An electronic health record (EHR) is one of the most important systems in use by healthcare organizations today, but implementing EHR into a medical practice can often be a guessing game. As recently as 2015, only 75 percent of hospitals were utilizing an EHR, according to Health Affairs. That has grown to 99 percent, as reported by Healthcare Informatics. This dramatic rise was a response to the Centers for Medicare & Medicaid Services (CMS), which began implementing monetary penalties for hospitals that don't have EHR implementation.
A good electronic health record drives many aspects of a healthcare practice — from ordering medications and recording health conditions to providing a place where patients may access their own medical histories. While it's not uncommon for organizations to switch EHRs after learning that the product chosen is not meeting their needs, the security of a new system — along with its compatibility with existing technology — should be taken into consideration.
Who is Responsible for EHR Data?
If a healthcare practice stores its own data, the practice is responsible for security and patient data. Therefore, the practice should restrict access while also storing, backing up and retaining the patient data per federal and state regulations.
However, if a practice enters a business agreement with a third party that specializes in cloud storage, then the latter becomes responsible for the security, storage, backup and retention of the data. But the practice would still be considered responsible for restricting access to this information.
EHR Implementation & Security in 4 Steps
When it comes to restricting data, Physicians Practice recommends four areas of EHR vulnerability that need careful consideration:
- Secure Devices: Any smartphone or laptop that is used to access a system that interacts with the EHR should be locked (password protected) and encrypted. Encryption ensures that any data stored on the device cannot be accessed if it's lost or stolen. Similarly, desktop computers should be locked when not in use. Devices that can access a practice's systems should not be used on public Wi-Fi — thieves can employ these networks to hack into devices and use their permissions to steal data.

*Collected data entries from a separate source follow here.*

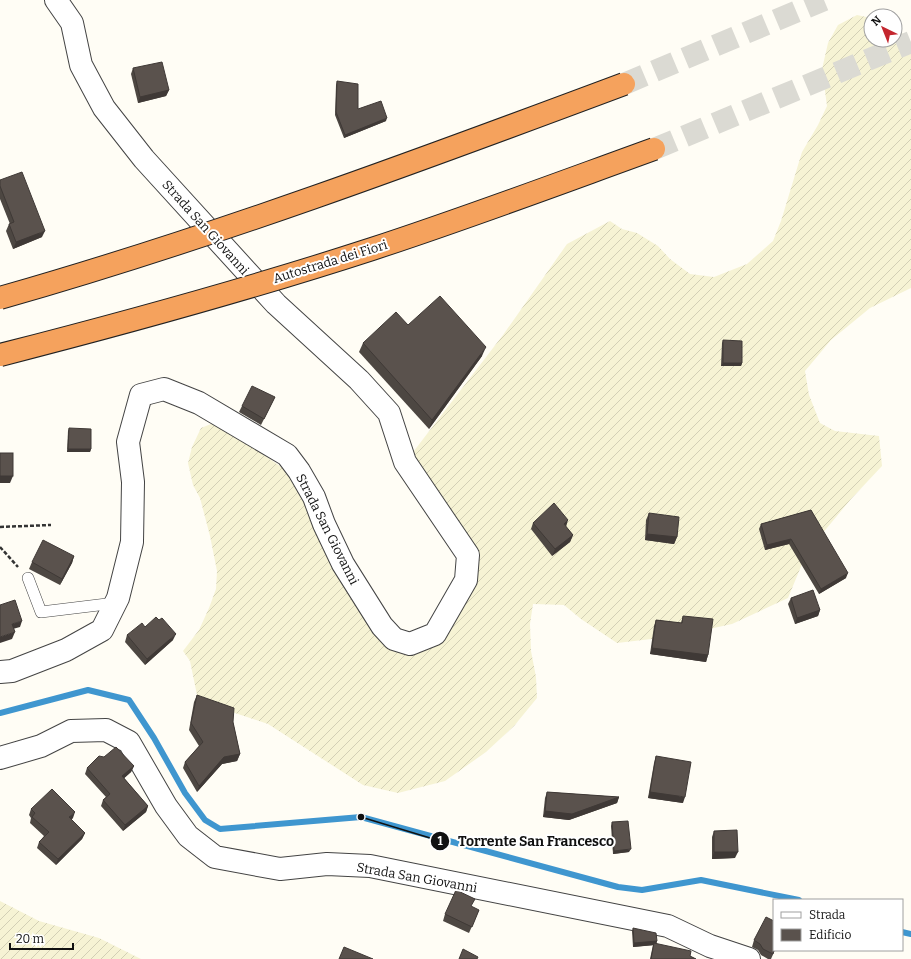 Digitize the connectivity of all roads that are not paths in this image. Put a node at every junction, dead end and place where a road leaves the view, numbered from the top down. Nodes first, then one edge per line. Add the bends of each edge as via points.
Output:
1 (56, 0) edge
2 (624, 84) tunnel mouth
3 (654, 149) tunnel mouth
4 (0, 298) edge
5 (0, 355) edge
6 (28, 578) road end
7 (115, 603) junction
8 (0, 672) edge
9 (0, 758) edge
10 (749, 959) edge

1 - 7 street, Strada San Giovanni via 72,23 81,65 104,108 144,159 276,304 359,380 388,413 406,462 468,555 466,580 435,634 410,644 394,639 382,626 343,564 314,497 287,455 199,403 164,389 141,395 128,442 133,482 132,542
2 - 4 highway, bridge via 411,164 255,218
3 - 5 highway, Autostrada dei Fiori, bridge via 370,250 234,291
6 - 7 lane via 40,612
7 - 8 street, Strada San Giovanni via 102,630 66,650 12,671
9 - 10 street, Strada San Giovanni via 41,746 71,731 106,730 128,742 166,806 188,836 215,857 280,869 327,864 370,866 668,926 710,946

- Secure Networks: Federal regulations require that data be encrypted while it's transmitted. Encryption ensures that data transfers cannot be intercepted and stolen. Only devices and employees who need to use the networks for business purposes should have access to them.
- Secure Data: Data should always be kept secure — whether that's on the business's server or by a third-party vendor. Data security is centered around keeping the wrong users out, and letting the right ones in. While data security can be time-consuming and require a substantial financial investment, data storage is often viewed as an economy of scale because smaller businesses will invest more per record stored. When kept behind a firewall, the data will also be guarded against unauthorized access. Physicians should also be mindful of whether their medical equipment can interact with the data server securely. Newer ultrasound systems offer features such as automatic encryption so that data are always transmitted securely. They also use whitelisting, which lets the machine know the users or systems it may interact with.
- Safeguard Computing Practices: Safe computing practices are taught, and employees should be trained on a regular basis to recognize both old and new threats to a practice's security. These dangers can range from email phishing (emails that contain links that look legitimate but lead to malicious content such as viruses), web browser pop-ups and even viruses that are introduced through portable devices like thumb drives. Password creation and record access on a "need-to-know basis" should be part of any organization's standard operating procedures.
Choosing a New EHR Requires Forethought
If a practice has an existing system that isn't working, implementing EHR upgrades or an entirely new one may be the next move. Vendors should provide specifications and be knowledgeable about which systems can be integrated with their products. Private practices may also have to think about sharing records with hospitals. For example, if a gynecologist from a private practice often sends or receives records from a hospital system where they're performing surgery, they may want to consider the kind of system the hospital is using. Chances are that an EHR will come with more options than a practice may use, but management should to be prepared with a list of "must-haves" to ensure their needs will be met.
In addition to driving a practice, EHRs can attract new customers. Patients often expect technological perks such as online test results and alternative ways to communicate with their physicians through secure messaging or telehealth. Those who look for this sort of accessibility when choosing a gynecologist may be interested in learning more about the types of security a practice has in place.
Consumers may hear about data breaches and HIPAA violations on a regular basis, but they're also more open to new avenues of communication and care, which should have their privacy in mind. An EHR can play a central role in that effort.